## DIRECTIONS
In the data that follows, how many lines include the string "every"? Answer with the number alone.

## PROVIDED INFORMATION
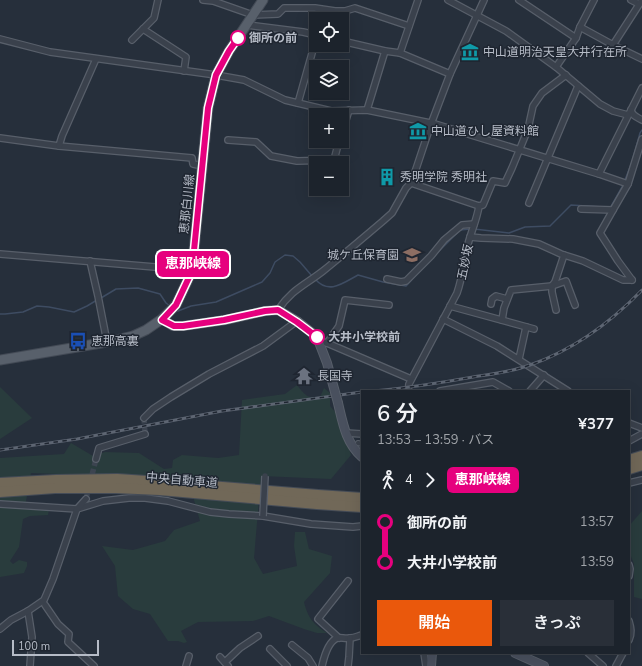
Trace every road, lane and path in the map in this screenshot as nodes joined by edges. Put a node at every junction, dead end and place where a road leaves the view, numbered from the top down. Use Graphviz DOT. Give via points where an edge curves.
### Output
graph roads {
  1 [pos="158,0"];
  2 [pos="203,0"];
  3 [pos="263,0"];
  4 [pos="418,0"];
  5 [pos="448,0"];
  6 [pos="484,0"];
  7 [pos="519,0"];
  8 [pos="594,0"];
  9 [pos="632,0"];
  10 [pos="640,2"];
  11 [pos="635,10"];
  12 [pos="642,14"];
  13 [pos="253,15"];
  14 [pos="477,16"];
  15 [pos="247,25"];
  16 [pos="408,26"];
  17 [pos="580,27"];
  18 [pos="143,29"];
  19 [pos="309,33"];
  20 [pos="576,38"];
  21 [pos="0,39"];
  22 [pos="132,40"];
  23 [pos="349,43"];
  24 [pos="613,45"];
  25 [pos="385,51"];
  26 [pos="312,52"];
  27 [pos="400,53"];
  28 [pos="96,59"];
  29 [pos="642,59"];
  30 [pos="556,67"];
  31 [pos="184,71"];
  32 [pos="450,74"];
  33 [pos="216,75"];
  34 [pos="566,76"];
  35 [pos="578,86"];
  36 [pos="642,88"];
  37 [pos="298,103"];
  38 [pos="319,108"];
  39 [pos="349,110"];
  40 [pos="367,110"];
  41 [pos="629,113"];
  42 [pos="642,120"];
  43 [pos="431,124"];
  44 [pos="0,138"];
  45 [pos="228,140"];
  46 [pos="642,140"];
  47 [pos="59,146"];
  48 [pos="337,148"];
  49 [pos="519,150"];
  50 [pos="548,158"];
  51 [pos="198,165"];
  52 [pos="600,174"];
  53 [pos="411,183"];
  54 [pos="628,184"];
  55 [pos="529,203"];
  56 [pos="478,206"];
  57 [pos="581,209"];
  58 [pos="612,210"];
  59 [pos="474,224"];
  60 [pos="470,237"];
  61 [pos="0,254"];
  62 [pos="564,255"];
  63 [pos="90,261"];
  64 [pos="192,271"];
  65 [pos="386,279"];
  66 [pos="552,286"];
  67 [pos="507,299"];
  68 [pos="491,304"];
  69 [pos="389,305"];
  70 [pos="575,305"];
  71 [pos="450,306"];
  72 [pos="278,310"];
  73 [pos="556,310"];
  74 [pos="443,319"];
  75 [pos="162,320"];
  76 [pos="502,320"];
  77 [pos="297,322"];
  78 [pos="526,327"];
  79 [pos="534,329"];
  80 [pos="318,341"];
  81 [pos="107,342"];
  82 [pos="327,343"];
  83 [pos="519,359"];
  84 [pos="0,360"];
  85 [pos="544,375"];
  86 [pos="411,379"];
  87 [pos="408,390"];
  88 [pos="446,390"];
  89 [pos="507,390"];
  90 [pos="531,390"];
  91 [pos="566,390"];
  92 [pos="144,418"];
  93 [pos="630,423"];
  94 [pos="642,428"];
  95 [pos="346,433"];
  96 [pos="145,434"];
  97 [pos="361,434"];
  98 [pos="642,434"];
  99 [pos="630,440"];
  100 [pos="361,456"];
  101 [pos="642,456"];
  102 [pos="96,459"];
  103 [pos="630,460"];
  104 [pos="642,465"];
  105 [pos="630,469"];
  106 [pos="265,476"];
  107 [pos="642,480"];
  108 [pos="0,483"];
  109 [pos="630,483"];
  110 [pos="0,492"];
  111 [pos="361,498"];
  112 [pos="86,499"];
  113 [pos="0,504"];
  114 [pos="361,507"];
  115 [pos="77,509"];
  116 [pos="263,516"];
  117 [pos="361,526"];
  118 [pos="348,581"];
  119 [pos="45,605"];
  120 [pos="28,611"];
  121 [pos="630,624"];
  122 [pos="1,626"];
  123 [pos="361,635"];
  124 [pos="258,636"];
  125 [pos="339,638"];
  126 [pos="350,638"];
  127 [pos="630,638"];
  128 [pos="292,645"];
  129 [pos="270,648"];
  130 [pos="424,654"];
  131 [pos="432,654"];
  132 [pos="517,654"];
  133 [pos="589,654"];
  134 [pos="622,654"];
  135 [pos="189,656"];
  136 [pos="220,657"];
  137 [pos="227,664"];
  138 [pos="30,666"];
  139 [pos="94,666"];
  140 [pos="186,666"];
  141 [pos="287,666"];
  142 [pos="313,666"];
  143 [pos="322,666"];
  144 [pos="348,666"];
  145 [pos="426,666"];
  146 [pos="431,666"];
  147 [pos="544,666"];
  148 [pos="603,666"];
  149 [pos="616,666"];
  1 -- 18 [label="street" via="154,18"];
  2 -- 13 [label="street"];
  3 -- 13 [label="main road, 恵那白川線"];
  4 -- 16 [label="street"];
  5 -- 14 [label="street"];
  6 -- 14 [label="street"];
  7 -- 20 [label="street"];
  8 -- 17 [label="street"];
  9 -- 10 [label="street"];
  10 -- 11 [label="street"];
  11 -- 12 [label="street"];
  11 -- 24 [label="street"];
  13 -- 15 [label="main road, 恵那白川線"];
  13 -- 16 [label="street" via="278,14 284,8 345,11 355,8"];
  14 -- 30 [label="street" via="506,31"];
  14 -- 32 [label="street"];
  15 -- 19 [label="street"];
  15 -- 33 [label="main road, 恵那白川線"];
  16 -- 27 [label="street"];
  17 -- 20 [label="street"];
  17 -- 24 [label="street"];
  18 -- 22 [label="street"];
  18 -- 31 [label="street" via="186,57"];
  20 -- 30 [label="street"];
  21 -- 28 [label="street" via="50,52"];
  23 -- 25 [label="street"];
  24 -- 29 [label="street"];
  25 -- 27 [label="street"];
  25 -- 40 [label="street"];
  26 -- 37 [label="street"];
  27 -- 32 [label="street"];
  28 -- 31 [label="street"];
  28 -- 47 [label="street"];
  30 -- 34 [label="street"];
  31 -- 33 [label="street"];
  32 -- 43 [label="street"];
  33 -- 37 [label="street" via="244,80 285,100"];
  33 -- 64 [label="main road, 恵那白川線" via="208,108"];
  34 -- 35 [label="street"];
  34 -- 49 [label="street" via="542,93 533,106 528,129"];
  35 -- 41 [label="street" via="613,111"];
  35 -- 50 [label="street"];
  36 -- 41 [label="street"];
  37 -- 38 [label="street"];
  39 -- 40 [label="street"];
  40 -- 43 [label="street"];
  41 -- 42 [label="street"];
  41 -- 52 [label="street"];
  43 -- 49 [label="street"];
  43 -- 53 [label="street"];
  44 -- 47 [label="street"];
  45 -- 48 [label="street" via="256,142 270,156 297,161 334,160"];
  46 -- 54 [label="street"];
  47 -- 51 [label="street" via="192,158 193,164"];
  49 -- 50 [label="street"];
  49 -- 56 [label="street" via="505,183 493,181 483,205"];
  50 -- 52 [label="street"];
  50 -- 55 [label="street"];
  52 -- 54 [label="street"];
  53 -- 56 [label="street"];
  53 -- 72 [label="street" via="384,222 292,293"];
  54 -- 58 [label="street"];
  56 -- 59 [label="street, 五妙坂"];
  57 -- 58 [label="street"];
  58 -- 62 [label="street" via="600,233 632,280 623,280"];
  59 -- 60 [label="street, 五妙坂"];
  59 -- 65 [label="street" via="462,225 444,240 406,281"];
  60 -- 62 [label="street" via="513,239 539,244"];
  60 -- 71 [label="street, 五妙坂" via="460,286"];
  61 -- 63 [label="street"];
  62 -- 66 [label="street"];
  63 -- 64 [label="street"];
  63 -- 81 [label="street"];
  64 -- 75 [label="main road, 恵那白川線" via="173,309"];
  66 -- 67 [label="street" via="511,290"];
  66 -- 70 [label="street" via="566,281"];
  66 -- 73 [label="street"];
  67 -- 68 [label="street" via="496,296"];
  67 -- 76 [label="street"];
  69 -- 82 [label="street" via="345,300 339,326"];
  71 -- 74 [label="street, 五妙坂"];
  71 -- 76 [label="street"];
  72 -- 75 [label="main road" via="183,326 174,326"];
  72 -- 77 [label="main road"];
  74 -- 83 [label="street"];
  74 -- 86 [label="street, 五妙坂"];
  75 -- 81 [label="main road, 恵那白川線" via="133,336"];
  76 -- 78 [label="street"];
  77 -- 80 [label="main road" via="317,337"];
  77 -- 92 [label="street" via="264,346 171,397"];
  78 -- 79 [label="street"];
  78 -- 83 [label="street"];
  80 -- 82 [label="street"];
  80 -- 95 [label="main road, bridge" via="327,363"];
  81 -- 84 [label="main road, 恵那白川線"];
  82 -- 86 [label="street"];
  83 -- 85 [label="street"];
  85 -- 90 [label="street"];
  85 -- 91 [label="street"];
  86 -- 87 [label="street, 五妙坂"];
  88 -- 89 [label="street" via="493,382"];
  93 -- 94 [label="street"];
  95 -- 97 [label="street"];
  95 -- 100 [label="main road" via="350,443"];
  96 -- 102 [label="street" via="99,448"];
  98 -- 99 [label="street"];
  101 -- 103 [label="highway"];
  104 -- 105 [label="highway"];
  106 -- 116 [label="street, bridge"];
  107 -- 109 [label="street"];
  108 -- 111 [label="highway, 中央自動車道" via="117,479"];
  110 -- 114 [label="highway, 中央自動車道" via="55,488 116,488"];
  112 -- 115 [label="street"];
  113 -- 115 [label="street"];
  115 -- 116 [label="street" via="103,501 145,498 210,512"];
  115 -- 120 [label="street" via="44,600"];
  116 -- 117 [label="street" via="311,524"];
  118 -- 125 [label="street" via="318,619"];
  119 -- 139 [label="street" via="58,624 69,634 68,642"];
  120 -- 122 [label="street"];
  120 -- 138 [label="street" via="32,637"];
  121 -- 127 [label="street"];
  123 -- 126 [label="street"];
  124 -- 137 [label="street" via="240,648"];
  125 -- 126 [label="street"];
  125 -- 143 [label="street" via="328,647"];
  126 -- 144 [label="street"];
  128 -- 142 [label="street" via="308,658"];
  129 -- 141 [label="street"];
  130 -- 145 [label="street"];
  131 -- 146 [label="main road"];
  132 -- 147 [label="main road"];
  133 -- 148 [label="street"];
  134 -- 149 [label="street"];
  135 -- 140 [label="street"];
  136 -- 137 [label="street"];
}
--
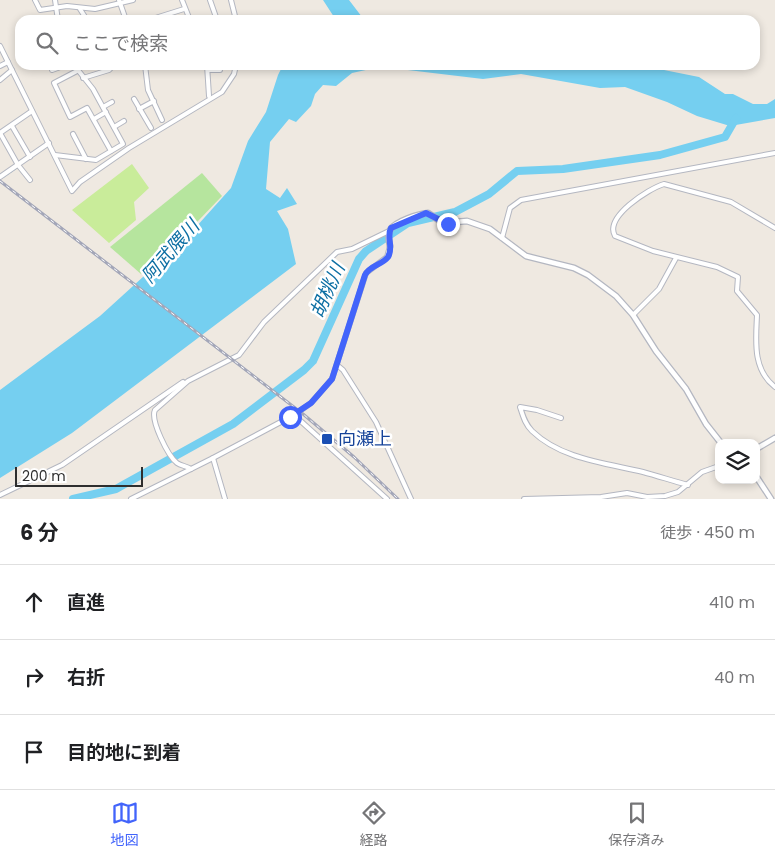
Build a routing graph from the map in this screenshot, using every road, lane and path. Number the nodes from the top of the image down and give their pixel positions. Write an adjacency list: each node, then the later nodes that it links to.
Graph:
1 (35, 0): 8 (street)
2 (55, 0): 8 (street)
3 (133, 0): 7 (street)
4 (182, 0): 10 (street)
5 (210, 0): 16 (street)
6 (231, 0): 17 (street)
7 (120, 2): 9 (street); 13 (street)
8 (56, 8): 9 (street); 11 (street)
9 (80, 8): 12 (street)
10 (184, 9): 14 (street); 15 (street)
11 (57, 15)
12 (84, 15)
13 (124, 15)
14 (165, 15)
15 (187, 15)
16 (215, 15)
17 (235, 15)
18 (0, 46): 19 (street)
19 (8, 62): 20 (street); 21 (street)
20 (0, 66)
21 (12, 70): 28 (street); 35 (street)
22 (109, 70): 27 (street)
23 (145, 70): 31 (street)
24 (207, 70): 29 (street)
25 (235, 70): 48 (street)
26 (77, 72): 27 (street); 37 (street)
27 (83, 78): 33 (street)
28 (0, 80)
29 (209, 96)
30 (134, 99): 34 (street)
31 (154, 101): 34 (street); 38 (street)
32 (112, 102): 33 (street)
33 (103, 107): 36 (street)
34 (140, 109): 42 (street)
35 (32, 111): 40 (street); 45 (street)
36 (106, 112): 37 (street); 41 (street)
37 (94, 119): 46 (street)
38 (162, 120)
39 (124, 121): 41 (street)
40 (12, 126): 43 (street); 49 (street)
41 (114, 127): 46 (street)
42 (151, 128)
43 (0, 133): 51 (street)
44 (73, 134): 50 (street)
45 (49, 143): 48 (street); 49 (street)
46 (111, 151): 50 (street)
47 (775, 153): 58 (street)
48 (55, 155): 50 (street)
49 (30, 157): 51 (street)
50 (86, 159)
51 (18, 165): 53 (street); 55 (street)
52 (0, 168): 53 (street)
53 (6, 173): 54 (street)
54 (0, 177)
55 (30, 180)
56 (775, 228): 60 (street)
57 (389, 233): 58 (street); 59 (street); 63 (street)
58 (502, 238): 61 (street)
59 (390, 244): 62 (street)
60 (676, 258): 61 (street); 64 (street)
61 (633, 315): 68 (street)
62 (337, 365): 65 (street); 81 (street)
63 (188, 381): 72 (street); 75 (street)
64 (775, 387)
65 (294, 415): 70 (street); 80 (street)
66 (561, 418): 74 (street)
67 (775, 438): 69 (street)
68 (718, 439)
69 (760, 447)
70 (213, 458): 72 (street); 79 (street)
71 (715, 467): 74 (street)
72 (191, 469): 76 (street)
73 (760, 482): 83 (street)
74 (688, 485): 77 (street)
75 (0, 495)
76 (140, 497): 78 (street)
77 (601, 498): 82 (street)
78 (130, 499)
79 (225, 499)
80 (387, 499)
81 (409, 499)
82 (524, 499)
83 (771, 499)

## SOLUTION TO THIS EXERCISE
2